Funcionários com cargo de chefia, como coordenadores e diretores, pediram exoneração na última quinta-feira em protesto ao projeto de lei. Isso pode afetar o trabalho na secretaria?

 
O que houve (o pedido de exoneração dos diretores) foi uma manifestação dos servidores. Mas nenhuma exoneração, de fato, foi efetivada. Tenho convicção de que a situação vai se reverter. Quem não quiser cargo de comissão, vai executar sua tarefa de acordo com a lei. A dificuldade já era esperada, esse é um problema antigo que nunca foi enfrentado. Estamos reorganizando a secretaria, não pensando na carreira A ou B, mas na pasta e no governo. Precisamos de um único cargo com competência plena, para que as atividades sejam integradas. Não tem sentido a segmentação do controle das ações de uma mesma empresa, de uma mercadoria que está em trânsito ou dentro do estabelecimento. Isso é irracional e prejudica o clima organizacional.

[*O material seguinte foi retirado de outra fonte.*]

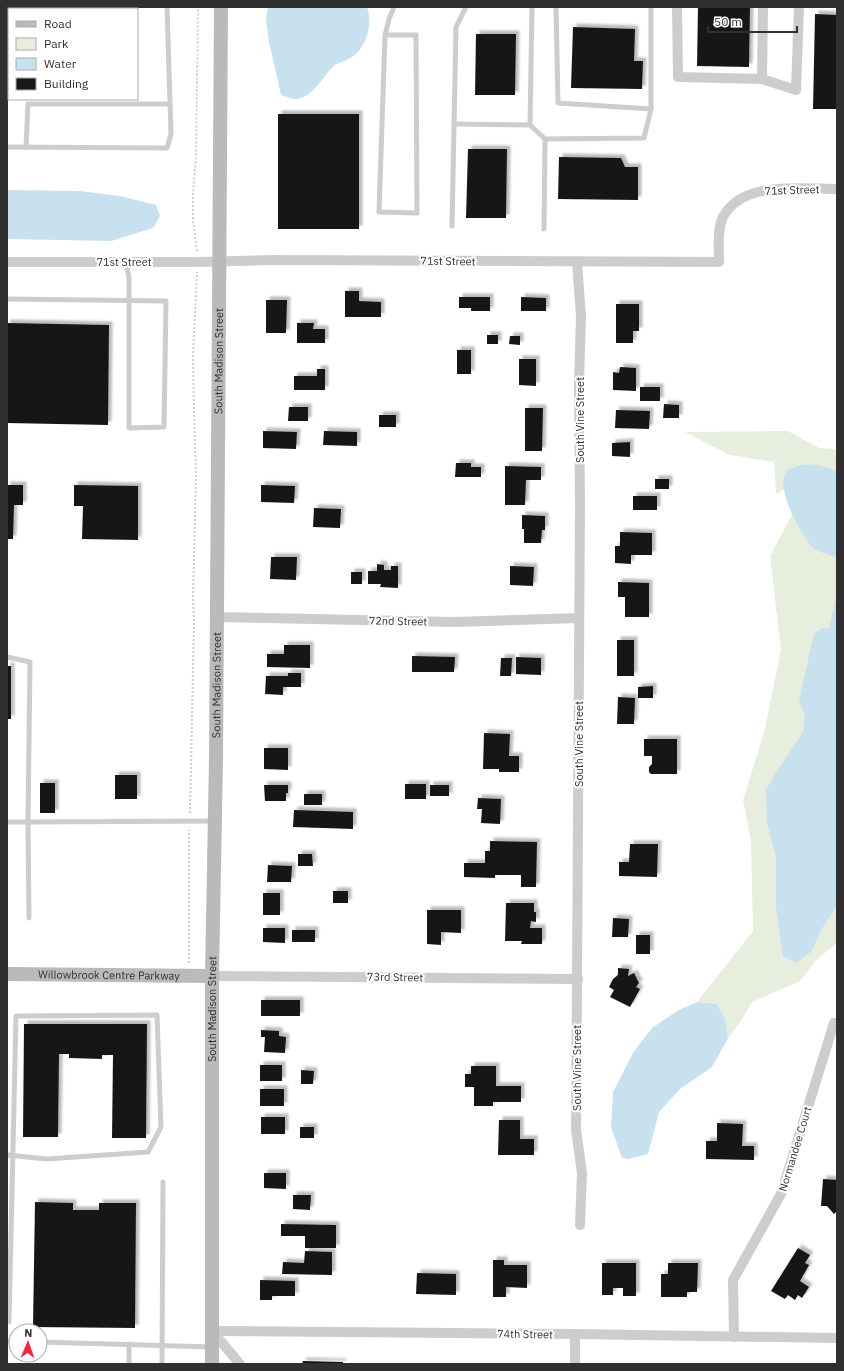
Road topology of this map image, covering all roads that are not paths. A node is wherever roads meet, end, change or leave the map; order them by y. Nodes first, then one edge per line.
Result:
1 (167, 7) edge
2 (221, 7) edge
3 (394, 7) edge
4 (466, 7) edge
5 (532, 7) edge
6 (556, 7) edge
7 (651, 7) edge
8 (677, 7) edge
9 (763, 7) edge
10 (799, 7) edge
11 (385, 35) junction
12 (762, 79) junction
13 (25, 100) edge
14 (28, 104) junction
15 (169, 104) junction
16 (651, 109) junction
17 (454, 124) junction
18 (530, 125) junction
19 (545, 139) junction
20 (7, 147) edge
21 (26, 147) junction
22 (837, 189) edge
23 (452, 226) dead end
24 (544, 229) dead end
25 (219, 261) junction
26 (7, 262) edge
27 (126, 262) junction
28 (577, 262) junction
29 (7, 299) edge
30 (129, 301) junction
31 (217, 617) junction
32 (579, 618) junction
33 (7, 657) edge
34 (215, 821) junction
35 (7, 822) edge
36 (28, 822) junction
37 (29, 918) dead end
38 (7, 974) edge
39 (212, 976) junction
40 (578, 979) junction
41 (834, 1024) dead end
42 (7, 1155) edge
43 (13, 1156) junction
44 (163, 1182) dead end
45 (580, 1225) dead end
46 (7, 1322) edge
47 (212, 1330) junction
48 (575, 1334) junction
49 (734, 1337) junction
50 (837, 1338) edge
51 (48, 1342) edge
52 (129, 1344) junction
53 (162, 1346) junction
54 (212, 1347) junction
55 (129, 1364) edge
56 (162, 1364) edge
57 (212, 1364) edge
58 (240, 1364) edge
59 (575, 1364) edge

1 - 15 lane
2 - 25 street, South Madison Street
3 - 11 lane
4 - 17 lane
5 - 18 lane
6 - 16 lane
7 - 16 lane
8 - 12 street
9 - 12 street
10 - 12 street
11 - 11 lane
13 - 14 lane
14 - 15 lane
14 - 21 lane
15 - 21 lane
16 - 19 lane
17 - 18 lane
17 - 23 lane
18 - 19 lane
19 - 24 lane
20 - 21 lane
22 - 28 street, 71st Street
25 - 27 street, 71st Street
25 - 28 street, 71st Street
25 - 31 street, South Madison Street
26 - 27 street, 71st Street
27 - 30 lane
28 - 32 street, South Vine Street
29 - 30 lane
30 - 30 lane
31 - 32 street, 72nd Street
31 - 34 street, South Madison Street
32 - 40 street, South Vine Street
33 - 36 lane
34 - 36 lane
34 - 39 street, South Madison Street
35 - 36 lane
36 - 37 lane
38 - 39 street, Willowbrook Centre Parkway
39 - 40 street, 73rd Street
39 - 47 street, South Madison Street
40 - 45 street, South Vine Street
41 - 49 street, Normandee Court
42 - 43 lane
43 - 43 lane
43 - 46 lane
44 - 53 lane
47 - 48 street, 74th Street
47 - 54 street, South Madison Street
47 - 58 street
48 - 49 street, 74th Street
48 - 59 street
49 - 50 street, 74th Street
51 - 52 lane
52 - 53 lane
52 - 55 lane
53 - 54 lane
53 - 56 lane
54 - 57 street, South Madison Street

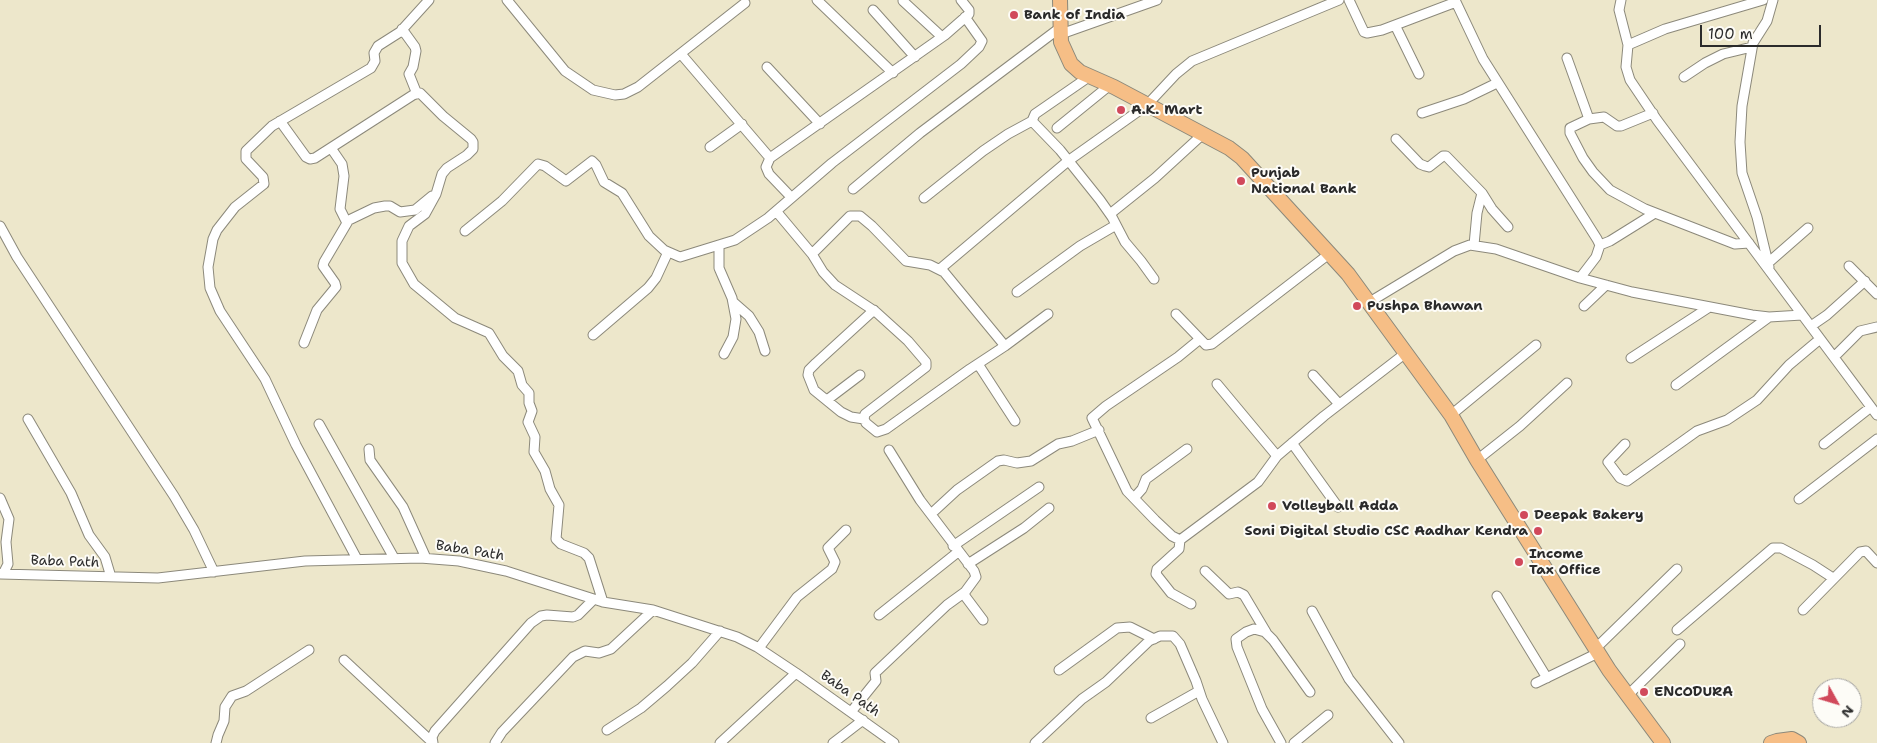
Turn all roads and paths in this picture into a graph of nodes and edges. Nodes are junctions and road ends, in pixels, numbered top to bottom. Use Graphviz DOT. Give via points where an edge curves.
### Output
graph roads {
  1 [pos="429,0"];
  2 [pos="506,0"];
  3 [pos="817,0"];
  4 [pos="961,0"];
  5 [pos="1060,0"];
  6 [pos="1157,0"];
  7 [pos="1339,0"];
  8 [pos="1349,0"];
  9 [pos="1621,0"];
  10 [pos="1763,0"];
  11 [pos="1773,0"];
  12 [pos="903,1"];
  13 [pos="1456,1"];
  14 [pos="745,3"];
  15 [pos="873,10"];
  16 [pos="965,17"];
  17 [pos="1395,25"];
  18 [pos="402,29"];
  19 [pos="1061,31"];
  20 [pos="942,38"];
  21 [pos="1628,45"];
  22 [pos="1752,47"];
  23 [pos="681,54"];
  24 [pos="915,57"];
  25 [pos="1567,58"];
  26 [pos="767,67"];
  27 [pos="893,73"];
  28 [pos="1420,74"];
  29 [pos="1090,76"];
  30 [pos="1684,77"];
  31 [pos="1498,82"];
  32 [pos="1110,85"];
  33 [pos="417,94"];
  34 [pos="1147,105"];
  35 [pos="1422,113"];
  36 [pos="1653,113"];
  37 [pos="1589,119"];
  38 [pos="280,121"];
  39 [pos="1032,121"];
  40 [pos="742,124"];
  41 [pos="820,124"];
  42 [pos="1057,128"];
  43 [pos="1203,134"];
  44 [pos="1396,139"];
  45 [pos="710,147"];
  46 [pos="331,148"];
  47 [pos="770,158"];
  48 [pos="1068,161"];
  49 [pos="853,189"];
  50 [pos="436,192"];
  51 [pos="1482,193"];
  52 [pos="791,197"];
  53 [pos="924,198"];
  54 [pos="776,211"];
  55 [pos="1655,213"];
  56 [pos="1110,214"];
  57 [pos="347,221"];
  58 [pos="1116,225"];
  59 [pos="0,226"];
  60 [pos="1508,227"];
  61 [pos="1808,228"];
  62 [pos="465,231"];
  63 [pos="1749,243"];
  64 [pos="719,245"];
  65 [pos="1474,245"];
  66 [pos="1600,245"];
  67 [pos="668,252"];
  68 [pos="812,254"];
  69 [pos="1329,254"];
  70 [pos="1849,266"];
  71 [pos="1769,267"];
  72 [pos="940,269"];
  73 [pos="1154,278"];
  74 [pos="1580,278"];
  75 [pos="1864,281"];
  76 [pos="1606,285"];
  77 [pos="1017,292"];
  78 [pos="1877,294"];
  79 [pos="733,302"];
  80 [pos="1368,303"];
  81 [pos="1584,306"];
  82 [pos="1708,308"];
  83 [pos="874,310"];
  84 [pos="1048,314"];
  85 [pos="1176,314"];
  86 [pos="1802,315"];
  87 [pos="1769,317"];
  88 [pos="1811,326"];
  89 [pos="1877,327"];
  90 [pos="593,335"];
  91 [pos="1200,339"];
  92 [pos="1820,339"];
  93 [pos="304,343"];
  94 [pos="1536,345"];
  95 [pos="1005,346"];
  96 [pos="765,351"];
  97 [pos="1407,352"];
  98 [pos="724,354"];
  99 [pos="1834,357"];
  100 [pos="1631,358"];
  101 [pos="978,364"];
  102 [pos="860,375"];
  103 [pos="1313,375"];
  104 [pos="1567,383"];
  105 [pos="1217,384"];
  106 [pos="1676,385"];
  107 [pos="827,400"];
  108 [pos="1339,404"];
  109 [pos="1874,411"];
  110 [pos="1451,414"];
  111 [pos="28,419"];
  112 [pos="864,419"];
  113 [pos="1015,420"];
  114 [pos="320,424"];
  115 [pos="1099,430"];
  116 [pos="1877,439"];
  117 [pos="1292,443"];
  118 [pos="1625,444"];
  119 [pos="1824,444"];
  120 [pos="369,449"];
  121 [pos="1187,449"];
  122 [pos="889,450"];
  123 [pos="1277,456"];
  124 [pos="1477,460"];
  125 [pos="1039,487"];
  126 [pos="0,498"];
  127 [pos="1134,498"];
  128 [pos="1800,499"];
  129 [pos="1338,507"];
  130 [pos="1049,508"];
  131 [pos="931,514"];
  132 [pos="846,530"];
  133 [pos="1180,540"];
  134 [pos="956,549"];
  135 [pos="394,558"];
  136 [pos="426,558"];
  137 [pos="357,559"];
  138 [pos="1877,562"];
  139 [pos="968,564"];
  140 [pos="1677,569"];
  141 [pos="1205,571"];
  142 [pos="214,572"];
  143 [pos="2,574"];
  144 [pos="110,577"];
  145 [pos="1833,578"];
  146 [pos="965,592"];
  147 [pos="1497,596"];
  148 [pos="599,601"];
  149 [pos="1191,604"];
  150 [pos="653,610"];
  151 [pos="1804,610"];
  152 [pos="1312,612"];
  153 [pos="879,615"];
  154 [pos="983,620"];
  155 [pos="720,630"];
  156 [pos="1677,630"];
  157 [pos="1268,635"];
  158 [pos="1154,639"];
  159 [pos="1680,644"];
  160 [pos="759,648"];
  161 [pos="310,650"];
  162 [pos="1597,651"];
  163 [pos="344,660"];
  164 [pos="1059,670"];
  165 [pos="796,673"];
  166 [pos="1547,678"];
  167 [pos="1536,683"];
  168 [pos="1199,691"];
  169 [pos="1310,692"];
  170 [pos="1627,696"];
  171 [pos="851,712"];
  172 [pos="1328,715"];
  173 [pos="1151,718"];
  174 [pos="863,720"];
  175 [pos="607,730"];
  176 [pos="432,742"];
  177 [pos="216,743"];
  178 [pos="495,743"];
  179 [pos="720,743"];
  180 [pos="833,743"];
  181 [pos="894,743"];
  182 [pos="1035,743"];
  183 [pos="1224,743"];
  184 [pos="1281,743"];
  185 [pos="1294,743"];
  186 [pos="1399,743"];
  187 [pos="1663,743"];
  188 [pos="1771,743"];
  189 [pos="1799,743"];
  1 -- 18 [label="street"];
  2 -- 23 [label="street" via="565,71 599,92 615,96 632,91"];
  3 -- 27 [label="street"];
  4 -- 16 [label="street" via="969,10"];
  5 -- 19 [label="main road"];
  6 -- 19 [label="street"];
  7 -- 34 [label="street" via="1192,61"];
  8 -- 17 [label="street" via="1364,32"];
  9 -- 21 [label="street" via="1619,10"];
  10 -- 21 [label="street" via="1665,29"];
  11 -- 22 [label="street" via="1767,21"];
  12 -- 20 [label="street"];
  13 -- 17 [label="street"];
  13 -- 31 [label="street" via="1483,59"];
  14 -- 23 [label="street"];
  15 -- 24 [label="street"];
  16 -- 20 [label="street"];
  16 -- 52 [label="street" via="982,41 979,47"];
  17 -- 28 [label="street"];
  18 -- 33 [label="street" via="416,51 409,74"];
  18 -- 38 [label="street" via="376,49 371,68"];
  19 -- 29 [label="main road" via="1061,42 1071,64"];
  19 -- 49 [label="street" via="920,133"];
  20 -- 24 [label="street"];
  21 -- 36 [label="street" via="1626,72"];
  22 -- 30 [label="street" via="1723,54"];
  22 -- 71 [label="street" via="1742,106 1742,173 1757,216"];
  23 -- 40 [label="street"];
  24 -- 27 [label="street"];
  25 -- 37 [label="street"];
  26 -- 41 [label="street"];
  27 -- 41 [label="street"];
  29 -- 32 [label="main road"];
  29 -- 39 [label="street" via="1035,114"];
  31 -- 35 [label="street" via="1464,99"];
  31 -- 66 [label="street"];
  32 -- 34 [label="main road"];
  32 -- 42 [label="street"];
  33 -- 46 [label="street"];
  33 -- 50 [label="street" via="424,96 473,142 470,152 442,174"];
  34 -- 43 [label="main road"];
  34 -- 48 [label="street"];
  36 -- 37 [label="street" via="1620,126 1604,117"];
  36 -- 63 [label="street"];
  37 -- 55 [label="street" via="1569,130 1583,158 1610,190"];
  38 -- 46 [label="street" via="306,157 315,158"];
  38 -- 137 [label="street" via="246,151 246,159 265,181 261,188 235,207 217,230 211,248 208,279 213,298 265,379"];
  39 -- 48 [label="street"];
  39 -- 53 [label="street" via="983,151"];
  40 -- 45 [label="street"];
  40 -- 47 [label="street"];
  41 -- 47 [label="street"];
  43 -- 56 [label="street"];
  43 -- 69 [label="main road" via="1242,158"];
  44 -- 51 [label="street" via="1425,166 1429,167 1446,156"];
  46 -- 57 [label="street" via="342,164 344,176 340,208"];
  47 -- 52 [label="street" via="766,167 769,174"];
  48 -- 56 [label="street"];
  48 -- 72 [label="street"];
  50 -- 57 [label="street" via="415,210 400,212 385,206"];
  50 -- 148 [label="street" via="425,214 410,224 404,236 402,267 414,284 455,318 489,333 503,356 518,371 522,386 529,393 532,411 528,422 535,437 534,452 558,505 556,539 589,558"];
  51 -- 60 [label="street"];
  51 -- 65 [label="street"];
  52 -- 54 [label="street"];
  54 -- 64 [label="street" via="740,237"];
  54 -- 68 [label="street"];
  55 -- 63 [label="street" via="1735,244"];
  55 -- 66 [label="street"];
  56 -- 58 [label="street"];
  57 -- 93 [label="street" via="324,262 336,287 317,310"];
  58 -- 73 [label="street" via="1125,242"];
  58 -- 77 [label="street" via="1080,246"];
  59 -- 142 [label="street" via="17,257 174,496"];
  61 -- 71 [label="street"];
  62 -- 67 [label="street" via="502,201 538,164 566,181 592,161 604,182 622,193 648,236"];
  63 -- 71 [label="street"];
  64 -- 67 [label="street" via="680,257"];
  64 -- 79 [label="street" via="719,268"];
  65 -- 74 [label="street" via="1496,249"];
  65 -- 80 [label="street" via="1454,251"];
  66 -- 74 [label="street" via="1596,257"];
  67 -- 90 [label="street" via="648,288"];
  68 -- 72 [label="street" via="850,216 856,215 872,226 906,261"];
  68 -- 83 [label="street" via="835,285"];
  69 -- 80 [label="main road"];
  69 -- 91 [label="street" via="1212,344 1206,345"];
  70 -- 75 [label="street"];
  71 -- 86 [label="street"];
  72 -- 95 [label="street"];
  74 -- 76 [label="street"];
  75 -- 78 [label="street"];
  75 -- 88 [label="street"];
  76 -- 81 [label="street"];
  76 -- 82 [label="street"];
  79 -- 96 [label="street" via="749,316"];
  79 -- 98 [label="street" via="736,319 733,338"];
  80 -- 97 [label="main road"];
  82 -- 87 [label="street"];
  82 -- 100 [label="street"];
  83 -- 107 [label="street" via="809,370 812,386"];
  83 -- 112 [label="street" via="908,341 927,365 871,407"];
  84 -- 95 [label="street"];
  85 -- 91 [label="street"];
  86 -- 87 [label="street"];
  86 -- 88 [label="street"];
  87 -- 106 [label="street"];
  88 -- 92 [label="street"];
  89 -- 99 [label="street" via="1857,333"];
  91 -- 115 [label="street" via="1093,416"];
  92 -- 99 [label="street"];
  92 -- 118 [label="street" via="1789,365 1757,400 1727,420 1697,431 1627,481 1620,478 1608,462"];
  94 -- 110 [label="street"];
  95 -- 101 [label="street"];
  97 -- 108 [label="street"];
  97 -- 110 [label="main road"];
  99 -- 109 [label="street"];
  101 -- 112 [label="street" via="882,431 875,431"];
  101 -- 113 [label="street"];
  102 -- 107 [label="street"];
  103 -- 108 [label="street"];
  104 -- 124 [label="street"];
  105 -- 123 [label="street"];
  107 -- 112 [label="street" via="841,412"];
  108 -- 117 [label="street"];
  109 -- 119 [label="street"];
  110 -- 124 [label="main road"];
  111 -- 144 [label="street" via="71,493 89,535 105,556"];
  114 -- 135 [label="street"];
  115 -- 127 [label="street" via="1125,486"];
  115 -- 131 [label="street" via="1058,444 1031,461 1017,464 998,461"];
  116 -- 128 [label="street"];
  117 -- 123 [label="street"];
  117 -- 129 [label="street"];
  120 -- 136 [label="street" via="370,460 403,508"];
  121 -- 127 [label="street" via="1146,479"];
  122 -- 131 [label="street"];
  123 -- 133 [label="street" via="1258,482"];
  124 -- 162 [label="main road"];
  125 -- 134 [label="street"];
  126 -- 143 [label="street" via="8,514 8,564"];
  127 -- 133 [label="street"];
  130 -- 139 [label="street"];
  131 -- 134 [label="street"];
  132 -- 160 [label="street" via="828,548 835,562 832,569 797,597"];
  133 -- 149 [label="street" via="1179,549 1155,571 1171,594"];
  134 -- 139 [label="street"];
  134 -- 153 [label="street"];
  135 -- 136 [label="street, Baba Path"];
  135 -- 137 [label="street, Baba Path"];
  136 -- 148 [label="street, Baba Path" via="506,571"];
  137 -- 142 [label="street, Baba Path" via="283,563"];
  138 -- 145 [label="street" via="1863,550"];
  139 -- 146 [label="street" via="976,577"];
  140 -- 162 [label="street"];
  141 -- 157 [label="street" via="1229,594 1244,594"];
  142 -- 144 [label="street, Baba Path" via="158,578"];
  143 -- 144 [label="street, Baba Path"];
  145 -- 151 [label="street"];
  145 -- 156 [label="street" via="1781,548 1773,548"];
  146 -- 154 [label="street"];
  146 -- 171 [label="street" via="875,672 876,680"];
  147 -- 166 [label="street"];
  148 -- 150 [label="street, Baba Path"];
  148 -- 176 [label="street" via="573,617 547,615 531,624 435,731"];
  150 -- 155 [label="street, Baba Path"];
  150 -- 178 [label="street" via="611,649 599,653 585,651 573,657"];
  152 -- 186 [label="street" via="1349,679"];
  155 -- 160 [label="street, Baba Path"];
  155 -- 175 [label="street" via="667,686"];
  157 -- 169 [label="street"];
  157 -- 184 [label="street" via="1254,629 1238,637 1236,643 1262,709"];
  158 -- 164 [label="street" via="1130,627 1117,628"];
  158 -- 168 [label="street" via="1173,636 1177,639"];
  158 -- 182 [label="street"];
  159 -- 170 [label="street"];
  160 -- 165 [label="street, Baba Path"];
  161 -- 177 [label="street" via="246,691 232,696 225,707"];
  162 -- 166 [label="street"];
  162 -- 170 [label="main road"];
  163 -- 176 [label="street"];
  165 -- 171 [label="street, Baba Path"];
  165 -- 179 [label="street"];
  166 -- 167 [label="street"];
  168 -- 173 [label="street"];
  168 -- 183 [label="street"];
  170 -- 187 [label="main road"];
  171 -- 174 [label="street, Baba Path"];
  172 -- 185 [label="street"];
  174 -- 180 [label="street"];
  174 -- 181 [label="street, Baba Path"];
  188 -- 189 [label="main road" via="1792,739"];
}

Haverá concurso para o novo cargo, depois da aprovação pela Câmara Legislativa? O certame já aberto para auditor será mantido?

 
Acredito que vamos contratar, no máximo, 100 novos servidores. Não sabemos se vamos aproveitar esse concurso ou se faremos outro. Precisamos aguardar a aprovação do projeto de lei e demonstrar que isso é fundamental para a modernização da Receita, para termos um novo patamar de profissionalização. Não estamos fazendo transposição nem progressão. Isso representa a criação de mais um cargo. Tivemos o cuidado de fazer um grupo de trabalho com todas as entidades que representam os servidores. Um sindicato que reúne auditores se posicionou contra o aproveitamento, mas nenhuma associação foi contrária à necessidade de criar um só cargo com competência plena.